Efsane ve hurafelerden arındırılmış bir Millî Mücadele Tarihi bugüne kadar pek çok defa yazılmak istenmişse de bizce bütün bunlar yetersiz yerli yerine oturmamış ve bir "Millî Tarih Şuuru"na bağlanamamıştır. Acıdır fakat itiraf etmek zorundayız ki bugüne kadar tarihçilerimiz tarihimizin bu en hassas döneminin gerçek tarihini yazamamışlardır.
(...)
Aktüel tarihçi Murat Bardakçı bir televizyon proğramında Mustafa Kemal ile Vahîdüddin arasında haberleşmenin İzmir'in kurtuluşuna kadar hiç kesilmediğini bu haberleşmeye dair evrakların bir devlet kurumu tarafından saklandığını ve halka açıklanmadığını o devlet kurumunun Genelkurmay Arşivi olmadığını sözkonusu evrakı kendisinin gördüğünü açıklamıştır.

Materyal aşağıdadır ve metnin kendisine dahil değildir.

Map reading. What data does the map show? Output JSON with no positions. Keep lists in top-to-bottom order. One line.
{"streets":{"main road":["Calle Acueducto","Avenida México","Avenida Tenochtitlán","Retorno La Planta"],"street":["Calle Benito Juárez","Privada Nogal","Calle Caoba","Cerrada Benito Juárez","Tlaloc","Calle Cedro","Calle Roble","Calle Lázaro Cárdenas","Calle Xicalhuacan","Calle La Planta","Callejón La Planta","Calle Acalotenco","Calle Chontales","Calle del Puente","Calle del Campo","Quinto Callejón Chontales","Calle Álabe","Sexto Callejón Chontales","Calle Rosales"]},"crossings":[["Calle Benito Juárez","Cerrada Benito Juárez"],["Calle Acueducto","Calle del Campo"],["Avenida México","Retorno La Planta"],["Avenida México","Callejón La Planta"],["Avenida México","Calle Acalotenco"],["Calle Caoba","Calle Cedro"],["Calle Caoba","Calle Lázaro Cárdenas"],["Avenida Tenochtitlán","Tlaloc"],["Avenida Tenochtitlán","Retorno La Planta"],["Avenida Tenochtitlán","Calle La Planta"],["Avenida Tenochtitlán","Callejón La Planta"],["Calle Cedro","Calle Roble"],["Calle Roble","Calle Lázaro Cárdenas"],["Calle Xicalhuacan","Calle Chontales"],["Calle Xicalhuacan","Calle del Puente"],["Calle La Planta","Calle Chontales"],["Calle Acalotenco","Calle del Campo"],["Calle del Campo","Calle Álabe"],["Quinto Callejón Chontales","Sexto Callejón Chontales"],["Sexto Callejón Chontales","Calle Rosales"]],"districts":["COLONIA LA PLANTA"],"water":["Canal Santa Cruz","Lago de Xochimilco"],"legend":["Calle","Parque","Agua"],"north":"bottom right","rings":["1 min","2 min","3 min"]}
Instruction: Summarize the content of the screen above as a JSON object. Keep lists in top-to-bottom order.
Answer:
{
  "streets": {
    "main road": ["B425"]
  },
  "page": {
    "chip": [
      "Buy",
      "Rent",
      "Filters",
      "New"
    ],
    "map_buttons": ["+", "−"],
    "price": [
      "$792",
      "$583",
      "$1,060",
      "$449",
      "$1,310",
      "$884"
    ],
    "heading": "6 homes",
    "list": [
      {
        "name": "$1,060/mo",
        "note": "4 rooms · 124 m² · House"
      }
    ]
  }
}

Demek ki milletçe henüz "Logos Fikir Çağı"mız gelmemiş "Mitos Masal Çağı"nı idrak etmekteyiz; adına "idrak" mi "idrakin iğdiş edilmesi" mi denir bilemediğimiz...
(...)
Öyleyse ne yapmalı? Millî Mücadele Tarihimize dair bir kısım kaynakların sansürlenmiş ve yasaklanmış olmasına nazaran efsane ve hurafelerin silahlarına teslim mi olmalı? Yoksa bugüne kadar onlara inanmayanların yapageldikleri gibi tarihimizin bu en hassas devresini küçücük daracık nüktelerle yamalıbohça değinmelerle bir "Millî Tarih Şuuru"na bağlanmaktan uzak ve böyle olduğu için de efsaneler ve hurafeler arasında kaybolup gitmeye mahkûm bir seviyede ele almaya mı uğraşmalı?